Task: The data below must be returned in full and exactly.

Stored data:

__________

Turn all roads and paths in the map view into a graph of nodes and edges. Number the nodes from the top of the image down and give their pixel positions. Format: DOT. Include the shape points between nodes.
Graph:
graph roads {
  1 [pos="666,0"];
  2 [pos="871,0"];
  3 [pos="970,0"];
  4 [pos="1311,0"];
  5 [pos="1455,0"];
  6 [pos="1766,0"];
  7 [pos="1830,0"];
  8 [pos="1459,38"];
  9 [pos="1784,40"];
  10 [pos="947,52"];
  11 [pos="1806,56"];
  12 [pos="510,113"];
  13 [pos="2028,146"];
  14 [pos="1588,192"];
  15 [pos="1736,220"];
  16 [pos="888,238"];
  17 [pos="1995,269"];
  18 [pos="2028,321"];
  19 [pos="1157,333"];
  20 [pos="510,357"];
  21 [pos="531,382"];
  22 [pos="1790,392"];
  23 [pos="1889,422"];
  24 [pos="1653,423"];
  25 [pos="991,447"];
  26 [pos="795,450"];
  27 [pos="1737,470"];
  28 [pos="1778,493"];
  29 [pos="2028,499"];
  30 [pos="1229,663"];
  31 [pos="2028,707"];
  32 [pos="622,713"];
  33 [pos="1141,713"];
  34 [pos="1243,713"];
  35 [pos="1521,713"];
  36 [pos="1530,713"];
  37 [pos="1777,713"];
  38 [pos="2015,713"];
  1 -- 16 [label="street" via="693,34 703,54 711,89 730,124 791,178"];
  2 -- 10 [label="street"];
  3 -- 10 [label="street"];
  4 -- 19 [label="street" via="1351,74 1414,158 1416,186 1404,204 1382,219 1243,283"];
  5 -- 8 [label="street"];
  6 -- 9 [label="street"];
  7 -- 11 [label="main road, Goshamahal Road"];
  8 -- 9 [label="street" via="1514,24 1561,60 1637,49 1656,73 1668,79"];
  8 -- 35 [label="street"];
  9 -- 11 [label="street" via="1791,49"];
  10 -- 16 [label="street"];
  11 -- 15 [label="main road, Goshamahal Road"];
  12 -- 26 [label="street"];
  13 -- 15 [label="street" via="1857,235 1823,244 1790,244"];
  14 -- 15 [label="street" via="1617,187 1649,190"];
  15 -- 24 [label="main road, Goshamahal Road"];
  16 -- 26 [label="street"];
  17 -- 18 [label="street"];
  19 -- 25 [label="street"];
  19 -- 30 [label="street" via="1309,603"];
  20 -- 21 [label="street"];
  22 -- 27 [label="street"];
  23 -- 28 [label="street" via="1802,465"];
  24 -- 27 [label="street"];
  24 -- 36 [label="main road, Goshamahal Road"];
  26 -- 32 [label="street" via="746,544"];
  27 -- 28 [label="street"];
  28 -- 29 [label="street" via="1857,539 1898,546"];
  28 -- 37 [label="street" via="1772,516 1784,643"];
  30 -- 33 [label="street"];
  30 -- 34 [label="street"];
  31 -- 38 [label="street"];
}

__________

Result for this task:
Turn all roads and paths in the map view into a graph of nodes and edges. Number the nodes from the top of the image down and give their pixel positions. Format: DOT. Include the shape points between nodes.
Graph:
graph roads {
  1 [pos="666,0"];
  2 [pos="871,0"];
  3 [pos="970,0"];
  4 [pos="1311,0"];
  5 [pos="1455,0"];
  6 [pos="1766,0"];
  7 [pos="1830,0"];
  8 [pos="1459,38"];
  9 [pos="1784,40"];
  10 [pos="947,52"];
  11 [pos="1806,56"];
  12 [pos="510,113"];
  13 [pos="2028,146"];
  14 [pos="1588,192"];
  15 [pos="1736,220"];
  16 [pos="888,238"];
  17 [pos="1995,269"];
  18 [pos="2028,321"];
  19 [pos="1157,333"];
  20 [pos="510,357"];
  21 [pos="531,382"];
  22 [pos="1790,392"];
  23 [pos="1889,422"];
  24 [pos="1653,423"];
  25 [pos="991,447"];
  26 [pos="795,450"];
  27 [pos="1737,470"];
  28 [pos="1778,493"];
  29 [pos="2028,499"];
  30 [pos="1229,663"];
  31 [pos="2028,707"];
  32 [pos="622,713"];
  33 [pos="1141,713"];
  34 [pos="1243,713"];
  35 [pos="1521,713"];
  36 [pos="1530,713"];
  37 [pos="1777,713"];
  38 [pos="2015,713"];
  1 -- 16 [label="street" via="693,34 703,54 711,89 730,124 791,178"];
  2 -- 10 [label="street"];
  3 -- 10 [label="street"];
  4 -- 19 [label="street" via="1351,74 1414,158 1416,186 1404,204 1382,219 1243,283"];
  5 -- 8 [label="street"];
  6 -- 9 [label="street"];
  7 -- 11 [label="main road, Goshamahal Road"];
  8 -- 9 [label="street" via="1514,24 1561,60 1637,49 1656,73 1668,79"];
  8 -- 35 [label="street"];
  9 -- 11 [label="street" via="1791,49"];
  10 -- 16 [label="street"];
  11 -- 15 [label="main road, Goshamahal Road"];
  12 -- 26 [label="street"];
  13 -- 15 [label="street" via="1857,235 1823,244 1790,244"];
  14 -- 15 [label="street" via="1617,187 1649,190"];
  15 -- 24 [label="main road, Goshamahal Road"];
  16 -- 26 [label="street"];
  17 -- 18 [label="street"];
  19 -- 25 [label="street"];
  19 -- 30 [label="street" via="1309,603"];
  20 -- 21 [label="street"];
  22 -- 27 [label="street"];
  23 -- 28 [label="street" via="1802,465"];
  24 -- 27 [label="street"];
  24 -- 36 [label="main road, Goshamahal Road"];
  26 -- 32 [label="street" via="746,544"];
  27 -- 28 [label="street"];
  28 -- 29 [label="street" via="1857,539 1898,546"];
  28 -- 37 [label="street" via="1772,516 1784,643"];
  30 -- 33 [label="street"];
  30 -- 34 [label="street"];
  31 -- 38 [label="street"];
}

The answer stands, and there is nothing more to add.